When inter-rater= is used to specify a rater facet, then a count of the situations in which ratings are given in identical circumstances by different raters is made.

If exact inter-rater statistics are required, please do a special run of Facets in which all unwanted facets are Xed out, so that matching only occurs on facets relevant to agreement. For instance, if "rater gender" is irrelevant to agreement, then X out that facet in the Models= specifications.

The percent of times those ratings are identical is reported, along with its expected value. This supports an investigation as to whether raters are rating as "independent experts" or as "rating machines". The report is:

Table 7.3.1 Reader Measurement Report (arranged by MN).

------------------------------------------------------------------------------------------------

------------------------------------------------------------------------------------------------

| 1524 288 5.3 5.26| -.30 .05 | 1.2 2 1.2 2 | 28.2 20.9 | 8 8 |

| 1455 288 5.1 5.00| -.16 .05 | .5 -7 .5 -7 | 30.8 21.6 | 4 4 |

....

------------------------------------------------------------------------------------------------

RMSE (Model) .05 Adj S.D. .19 Separation 4.02 Strata 5.69 Reliability .94

......

Inter-Rater agreement opportunities: 60480 Exact agreements: 17838 = 29.5% Expected: 13063.2 = 21.6%

------------------------------------------------------------------------------------------------

Exact Agree. is exact agreements under identical rating conditions. Agreement on qualitative levels relative to the lowest observed qualitative level.

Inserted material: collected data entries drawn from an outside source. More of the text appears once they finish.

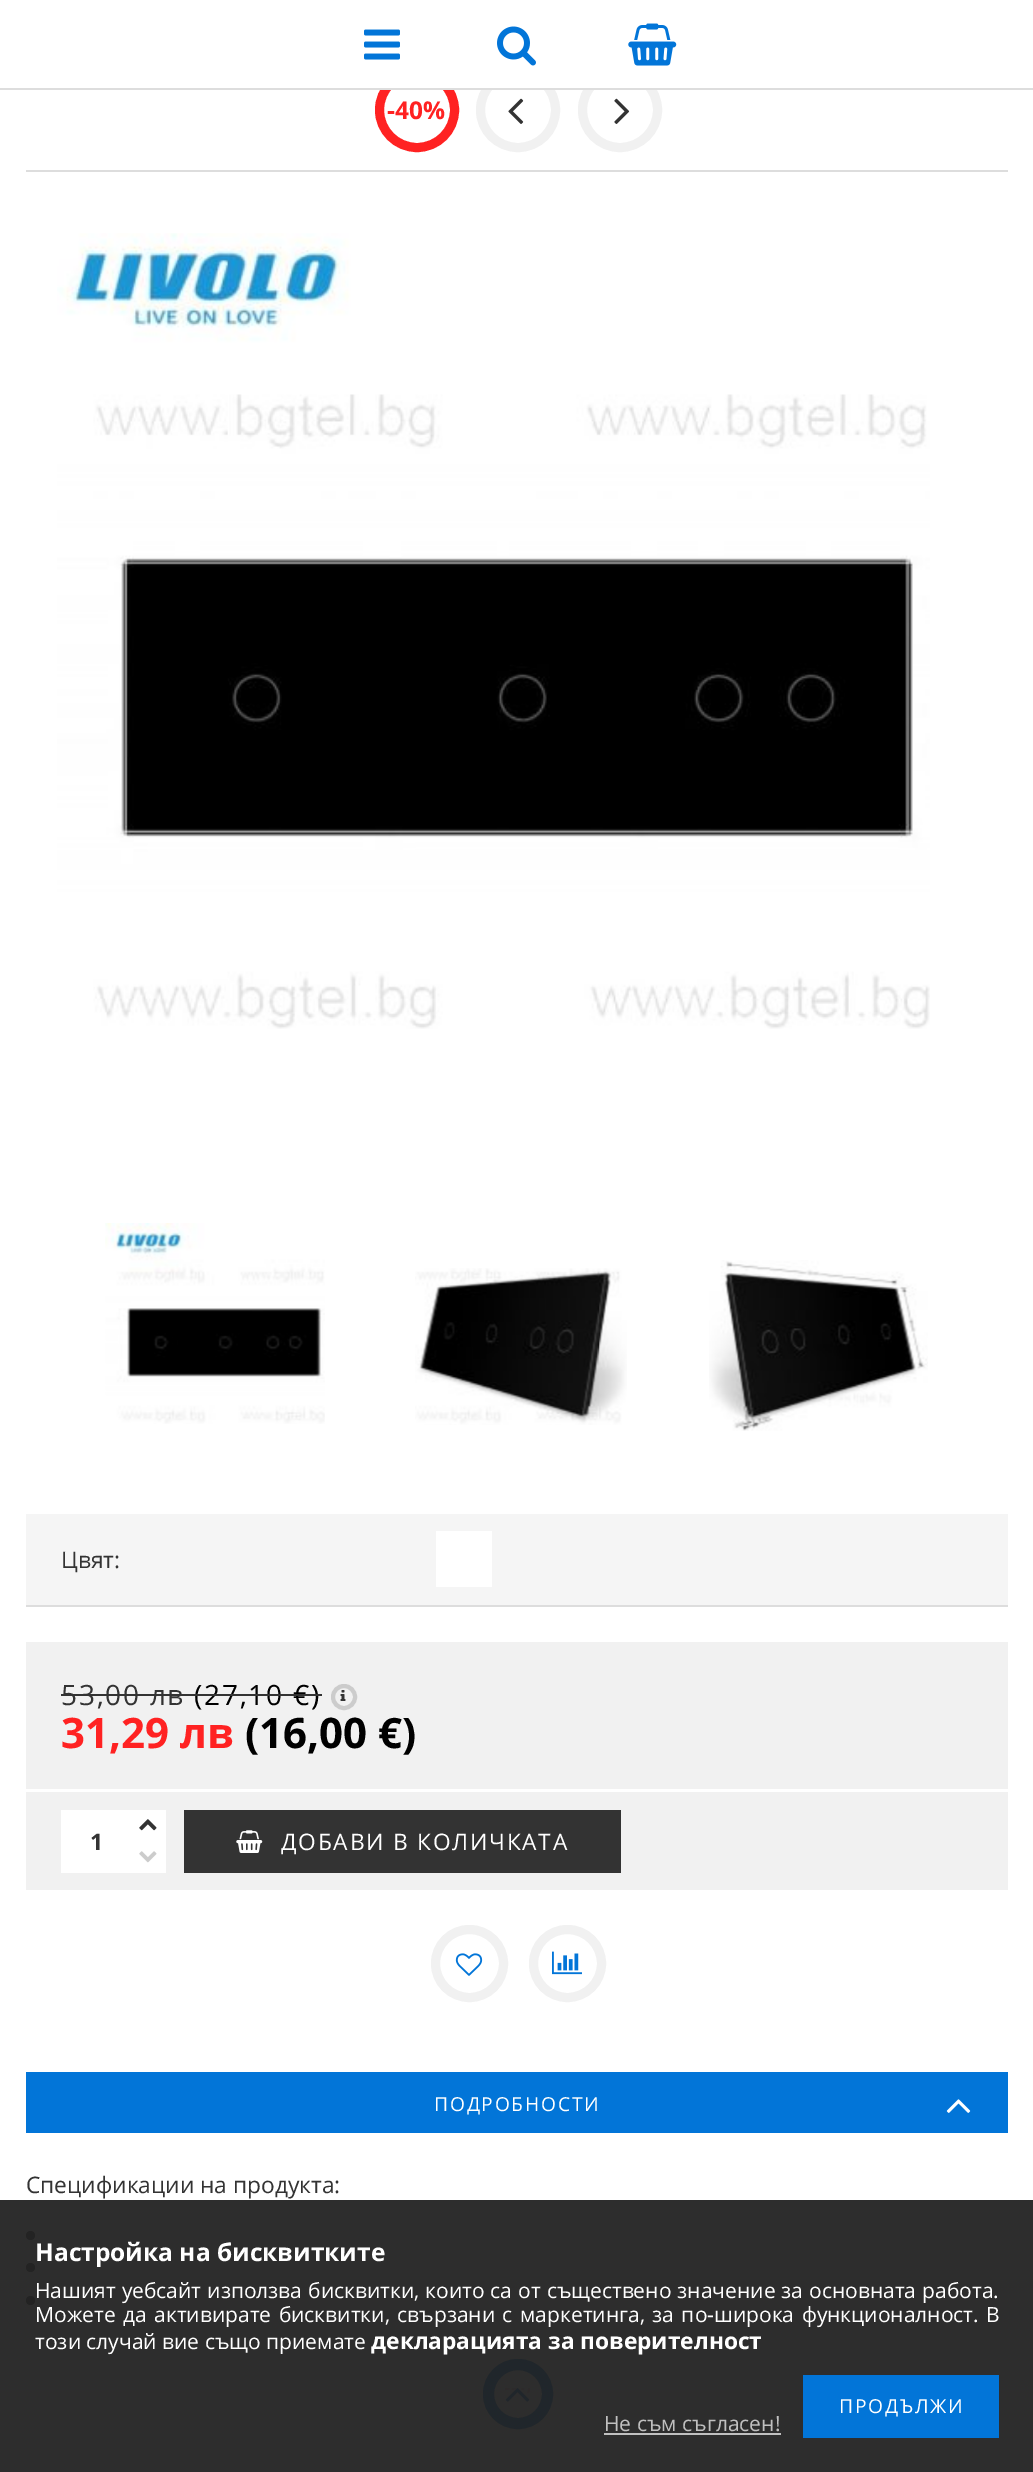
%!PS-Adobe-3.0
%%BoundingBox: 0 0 1033 2472
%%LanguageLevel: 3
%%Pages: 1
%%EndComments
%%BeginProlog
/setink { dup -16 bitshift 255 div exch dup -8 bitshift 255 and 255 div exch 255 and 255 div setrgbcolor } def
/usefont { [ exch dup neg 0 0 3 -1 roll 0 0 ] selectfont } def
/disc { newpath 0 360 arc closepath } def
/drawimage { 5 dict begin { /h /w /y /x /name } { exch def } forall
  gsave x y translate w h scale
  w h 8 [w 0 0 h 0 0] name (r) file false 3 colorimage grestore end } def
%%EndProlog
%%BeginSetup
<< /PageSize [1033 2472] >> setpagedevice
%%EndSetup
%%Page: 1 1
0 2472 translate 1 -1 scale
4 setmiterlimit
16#FFFFFF setink
0 0 1033 2472 rectfill
16#2D2D2D setink
0 2200 1033 272 rectfill
16#FF2222 setink
9 setlinewidth
417 110 37.5 disc stroke
16#F1F1F1 setink
518 110 37.5 disc stroke
620 110 37.5 disc stroke
16#FFFFFF setink
381 68 275 20 rectfill
16#DDDDDD setink
0 88 1033 2 rectfill
(img1.raw) 364 29 36 31 drawimage
(img2.raw) 497 26 39 40 drawimage
(img3.raw) 628 23 49 43 drawimage
26 170 982 2 rectfill
/OpenSans-Bold 24.5 usefont
16#FF2222 setink
387 119 moveto (-40%) show
(img4.raw) 508 98 16 26 drawimage
(img5.raw) 614 98 16 26 drawimage
(img6.raw) 57 233 873 796 drawimage
(img7.raw) 105 1223 220 201 drawimage
(img8.raw) 415 1268 212 157 drawimage
(img9.raw) 709 1260 219 171 drawimage
16#DDDDDD setink
26 1605 982 2 rectfill
16#F5F5F5 setink
26 1514 982 91 rectfill
/OpenSans-Regular 22.75 usefont
16#333333 setink
61 1568 moveto (Цвят:) show
16#FFFFFF setink
436 1531 56 56 rectfill
16#F1F1F1 setink
26 1642 982 147 rectfill
/OpenSans-Regular 28 usefont
16#333333 setink
61 1705 moveto 1.75 0 (53,00 лв) ashow
61 1694 133 2 rectfill
16#000000 setink
194 1705 moveto 1.75 0 (\(27,10 €\)) ashow
16#333333 setink
194 1694 128 2 rectfill
16#CCCCCC setink
4 setlinewidth
344 1697 11 disc stroke
(img10.raw) 340 1690 6 11 drawimage
/OpenSans-Bold 42 usefont
16#FF2222 setink
61 1748 moveto (31,29 лв) show
16#000000 setink
245 1748 moveto (\(16,00 €\)) show
16#F1F1F1 setink
26 1792 982 98 rectfill
16#FFFFFF setink
61 1810 70 63 rectfill
/OpenSans-Bold 22.75 usefont
16#333333 setink
90 1850 moveto (1) show
16#FFFFFF setink
131 1810 35 63 rectfill
(img11.raw) 139 1819 18 12 drawimage
(img12.raw) 139 1851 18 12 drawimage
16#333333 setink
184 1810 437 63 rectfill
(img13.raw) 236 1830 27 23 drawimage
/OpenSans-Regular 22.75 usefont
16#FFFFFF setink
281 1850 moveto 1.75 0 (ДОБАВИ В КОЛИЧКАТА) ashow
16#F1F1F1 setink
9 setlinewidth
469.5 1963.5 34 disc stroke
(img14.raw) 455 1953 28 23 drawimage
567.5 1963.5 34 disc stroke
(img15.raw) 552 1951 30 24 drawimage
16#0275D8 setink
26 2072 982 61 rectfill
/OpenSans-Regular 19.25 usefont
16#FFFFFF setink
434 2111 moveto 1.75 0 (ПОДРОБНОСТИ) ashow
(img16.raw) 946 2099 25 14 drawimage
/OpenSans-Regular 22.75 usefont
16#333333 setink
26 2193 moveto (Спецификации на продукта:) show
16#232323 setink
30.5 2235.5 4.5 disc fill
30.5 2267.5 4.5 disc fill
30.5 2300.5 4.5 disc fill
/OpenSans-Bold 24.5 usefont
16#FFFFFF setink
35 2261 moveto (Настройка на бисквитките) show
/OpenSans-Regular 21 usefont
35 2298 moveto 0.5 0 32 (Нашият уебсайт използва бисквитки, които са от съществено значение за основната работа.) widthshow
35 2322 moveto 2 0 32 (Можете да активирате бисквитки, свързани с маркетинга, за по-широка функционалност. В) widthshow
35 2349 moveto (този случай вие също приемате) show
/OpenSans-Bold 22.75 usefont
371 2349 moveto (декларацията за поверителност) show
16#0275D8 setink
803 2375 196 63 rectfill
/OpenSans-Regular 19.25 usefont
16#FFFFFF setink
839 2413 moveto 1.75 0 (ПРОДЪЛЖИ) ashow
/OpenSans-Regular 21 usefont
16#C0C0C0 setink
604 2431 moveto (Не съм съгласен!) show
604 2433 177 2 rectfill
16#20262B setink
11 setlinewidth
518 2394 29.5 disc stroke
(img17.raw) 505 2388 25 14 drawimage
showpage
%%EOF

So, imagine all your ratings are 4,5,6 and all my ratings are 1,2,3.

If we use the (shared) Rating Scale model. Then we will have no exact agreements.

But if we use the (individual) Partial Credit model, #, then we agree when you rate a 4 (your bottom observed category) and I rate a 1 (my bottom observed category). Similarly, your 5 agrees with my 2, and your 6 agrees with my 3.

If you want "exact agreement" to mean "exact agreement of data values", then please use the Rating Scale model statistics.

Obs % = Observed % of exact agreements between raters on ratings under identical conditions.

Exp % = Expected % of exact agreements between raters on ratings under identical conditions, based on Rasch measures.
If Obs % ≈ Exp % then the raters may be behaving like independent experts.
If Obs % » Exp % then the raters may be behaving like "rating machines".

Here is the computation for "Expected Agreement %". We pair up another rater with the target rater who rated the same ratee on the same item of the same task of the same ......, so the raters rated the same performance under identical circumstance.

Then, for each rater we have an observed rating. They agree or not. The percentage of times raters agree with the target rater is the "Observed Agreement%"

For each rater we also have an (average) expected rating based on the Rasch measures. The (average) expected ratings will not agree unless the raters have the same leniency/severity measure.

But we also have the Rasch-model-based probabilities for each category of the rating scale for each rater. Suppose this is a 1,2,3 (3-category) rating scale.

Rater A

Rater B

Expected agreement between Raters A and B

(assuming they are rating independently)

probability of category 1 = 10%

probability of category 2 = 40%

probability of category 3 = 50%

probability of category 1 = 20%

probability of category 2 = 60%

probability of category 3 = 20%

Category 1 10%*20% = 2%

Category 2 40%*60% = 24%

Category 3 50%*20% = 10%

Expected agreement in any category = 2+24+10% = 36%

This expected-agreement computation is performed over all pairs of raters and averaged to obtain the reported "Expected Agreement %".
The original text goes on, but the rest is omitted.